Vimwiki has a custom filetype called wiki, which is a little bit different
from markdown.  The native vimwiki2html command only works for wiki
filetypes. If you want to transform your files to HTML using other filetypes, like markdown, you have to use a custom parser. Even if I’m not able to use Vimwiki native parser, I prefer markdown format because it’s very popular and simple.

These are some options to use as an external markdown parser:

  Pandoc, which I think works pretty good, but requires a lot of haskell dependencies.
  Python vimwiki markdown libraries, which I think has a lot of potential.
  Static website generators like Jekyll, Hugo or Hexo.


I started using static website generators because it can also publish easily the notes as static webpages, which I wanted to publish in Github Pages.

My first option was Jekyll, which is the Github native supported static website generator. It’s easy to use and the syntax is very straightforward, but I started to regret it when I accumulated a lot of notes. Then I decided to use Hugo, which is claimed to be faster and since it’s been coded in Go, it has no dependencies. In the following table I show my compiling time results for both:


  
    
      Compiling time
      Jekyll
      Hugo
    
  
  
    
      10 pages
      0.1 seconds
      0.1 seconds
    
    
      150 pages
      48 seconds
      0.5 seconds
    
  


I should say that I used Jekyll Github gems, which includes some unnecessary
ruby Gems, so I think Jekyll performance can be increased. It’s a nice software that I use to publish this post, but still Hugo is faster.

Building Vimiki with Hugo

The .vimrc file  contains vim configuration and it’s the place where one can
put the definition about Vimwiki syntax and writing directory.  As
you can see in my configuration, I use markdown syntax and save my files under
~/Documents/vimwiki/.

" ~/.vimrc

let g:vimwiki_list = [{
  \ 'auto_export': 1,
  \ 'automatic_nested_syntaxes':1,
  \ 'path_html': '$HOME/Documents/vimwiki/_site',
  \ 'path': '$HOME/Documents/vimwiki/content',
  \ 'template_path': '$HOME/Documents/vimwiki/templates/',
  \ 'syntax': 'markdown',
  \ 'ext':'.md',
  \ 'template_default':'markdown',
  \ 'custom_wiki2html': '$HOME/.dotfiles/wiki2html.sh',
  \ 'template_ext':'.html'
\}]


The custom wiki2html file correspond to a script which is executed to transform
markdown into HTML. This scripts calls Hugo executable file and tells Hugo to
use the Vimwiki file path as a baseurl in order to maintain link dependencies.

# ~/.dotfiles/wiki2html.sh

env HUGO_baseURL="file:///home/${USER}/Documents/vimwiki/_site/" \
    hugo --themesDir ~/Documents/ -t vimwiki \
    --config ~/Documents/vimwiki/config.toml \
    --contentDir ~/Documents/vimwiki/content \
    -d ~/Documents/vimwiki/_site --quiet > /dev/null


The complete version of my ~/.vimrc can be found in my dotfiles repository.

Deploy Vimwiki to Github Pages

Hugo projects can be easily published to Github using Github Actions.
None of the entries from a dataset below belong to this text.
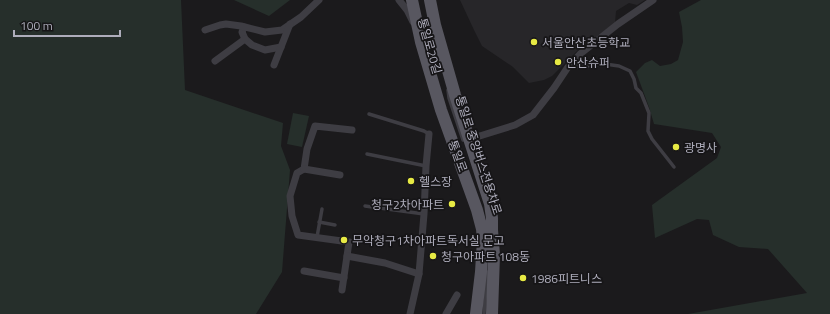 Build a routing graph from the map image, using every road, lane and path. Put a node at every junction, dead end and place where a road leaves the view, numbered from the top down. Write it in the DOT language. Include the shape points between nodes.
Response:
graph roads {
  1 [pos="319,0"];
  2 [pos="399,0"];
  3 [pos="412,0"];
  4 [pos="430,0"];
  5 [pos="653,0"];
  6 [pos="290,24"];
  7 [pos="244,27"];
  8 [pos="205,30"];
  9 [pos="244,39"];
  10 [pos="281,47"];
  11 [pos="574,60"];
  12 [pos="215,61"];
  13 [pos="274,65"];
  14 [pos="437,96"];
  15 [pos="369,114"];
  16 [pos="352,130"];
  17 [pos="429,134"];
  18 [pos="467,141"];
  19 [pos="367,154"];
  20 [pos="426,166"];
  21 [pos="674,167"];
  22 [pos="304,169"];
  23 [pos="340,175"];
  24 [pos="365,206"];
  25 [pos="322,209"];
  26 [pos="424,214"];
  27 [pos="488,216"];
  28 [pos="319,222"];
  29 [pos="335,225"];
  30 [pos="487,233"];
  31 [pos="317,237"];
  32 [pos="347,256"];
  33 [pos="488,269"];
  34 [pos="304,271"];
  35 [pos="419,274"];
  36 [pos="344,278"];
  37 [pos="342,290"];
  38 [pos="457,295"];
  39 [pos="410,314"];
  40 [pos="446,314"];
  41 [pos="476,314"];
  42 [pos="484,314"];
  43 [pos="492,314"];
  1 -- 6 [label="street"];
  2 -- 14 [label="street, 통일로20길" via="416,28 432,97"];
  3 -- 14 [label="main road, 통일로"];
  4 -- 18 [label="main road, 통일로"];
  5 -- 11 [label="street" via="618,24"];
  6 -- 7 [label="street" via="282,30 265,32"];
  6 -- 10 [label="street"];
  7 -- 8 [label="street" via="226,24"];
  7 -- 9 [label="street"];
  9 -- 10 [label="street" via="265,50"];
  9 -- 12 [label="street"];
  10 -- 13 [label="street"];
  11 -- 18 [label="street" via="533,115 515,125"];
  11 -- 21 [label="lane" via="578,67 605,64 630,71 649,113 648,131"];
  14 -- 30 [label="main road, 통일로"];
  15 -- 17 [label="lane"];
  16 -- 22 [label="street" via="315,126 307,149"];
  17 -- 20 [label="street"];
  18 -- 30 [label="main road, 통일로" via="490,204 492,218"];
  19 -- 20 [label="lane"];
  20 -- 26 [label="street"];
  22 -- 23 [label="street"];
  22 -- 31 [label="street" via="298,173 290,196 292,216 298,234"];
  24 -- 26 [label="lane"];
  25 -- 28 [label="lane"];
  26 -- 35 [label="street"];
  27 -- 30 [label="lane, 통일로 중앙버스전용차로"];
  28 -- 29 [label="lane"];
  28 -- 31 [label="lane"];
  30 -- 41 [label="main road, 통일로" via="483,240"];
  30 -- 43 [label="main road, 통일로" via="494,255"];
  31 -- 32 [label="street" via="349,242"];
  32 -- 35 [label="street" via="385,263"];
  32 -- 36 [label="street"];
  33 -- 42 [label="lane"];
  34 -- 36 [label="street"];
  35 -- 39 [label="street"];
  36 -- 37 [label="street"];
  38 -- 40 [label="street"];
}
The
following script tells GitHub worker to use Hugo to build html at each push
and publish the HTML files to Github pages.

name: 🚀 Publish Github Pages

on: push
jobs:
  deploy:
    runs-on: ubuntu-latest

    steps:
      - name: Git checkout
        uses: actions/checkout@v2

      - name: Setup hugo
        uses: peaceiris/actions-hugo@v2
        with:
          hugo-version: 'latest'

      - name: Build
        run: hugo --config config-gh.toml

      - name: 🚀 Deploy to GitHub pages
        uses: peaceiris/actions-gh-pages@v3
        with:
          deploy_key: ${{ secrets.ACTIONS_DEPLOY_KEY }}
          publish_branch: gh-pages
          publish_dir: ./public
          force_orphan: true


I like having one part of my notes published on Github Pages, at least the
configuration notes, which can be found in my Github
page. But there is also a part of notes
that I keep private, for example my diary notes, where I may have some sensible
information, so I keep it away from publication just by adding it to the
.gitignore file. Here you can find my Github notes
repository.

Conclusion

I like that fact that Hugo has no dependencies since it’s written in Go, so
it’s very easy to install, just download it from the github project releases
page. In addition is also a blazing fast static website converter, you can find
benchmarks in the internet.

I have been using Vimwiki very often, it allows me to take notes very easily
and also find information about things that happen in the past. When people ask
things about last month meeting I can find what I have written easily by
searching by dates, tags or just words.

Publishing my notes to github allows me to have a have a place where I can keep
track of my vimwiki configuration and also publish simple notes that are not
meant to be a blog post, like my install for arch linux or my text editor
configuration.


Reverse proxy management with Traefik and GoAccess
noemail@noemail.org (Cristian Brokate) — Sun, 7 Jun 2020 00:00:00 GMT
The micro services philosophy consists on dividing applications in simple components.
This approach increases maintainability, since each application is not
coupled with others, so it can be tested, replaced and deployed independently.
This approach has become popular since the adoption of docker container technology.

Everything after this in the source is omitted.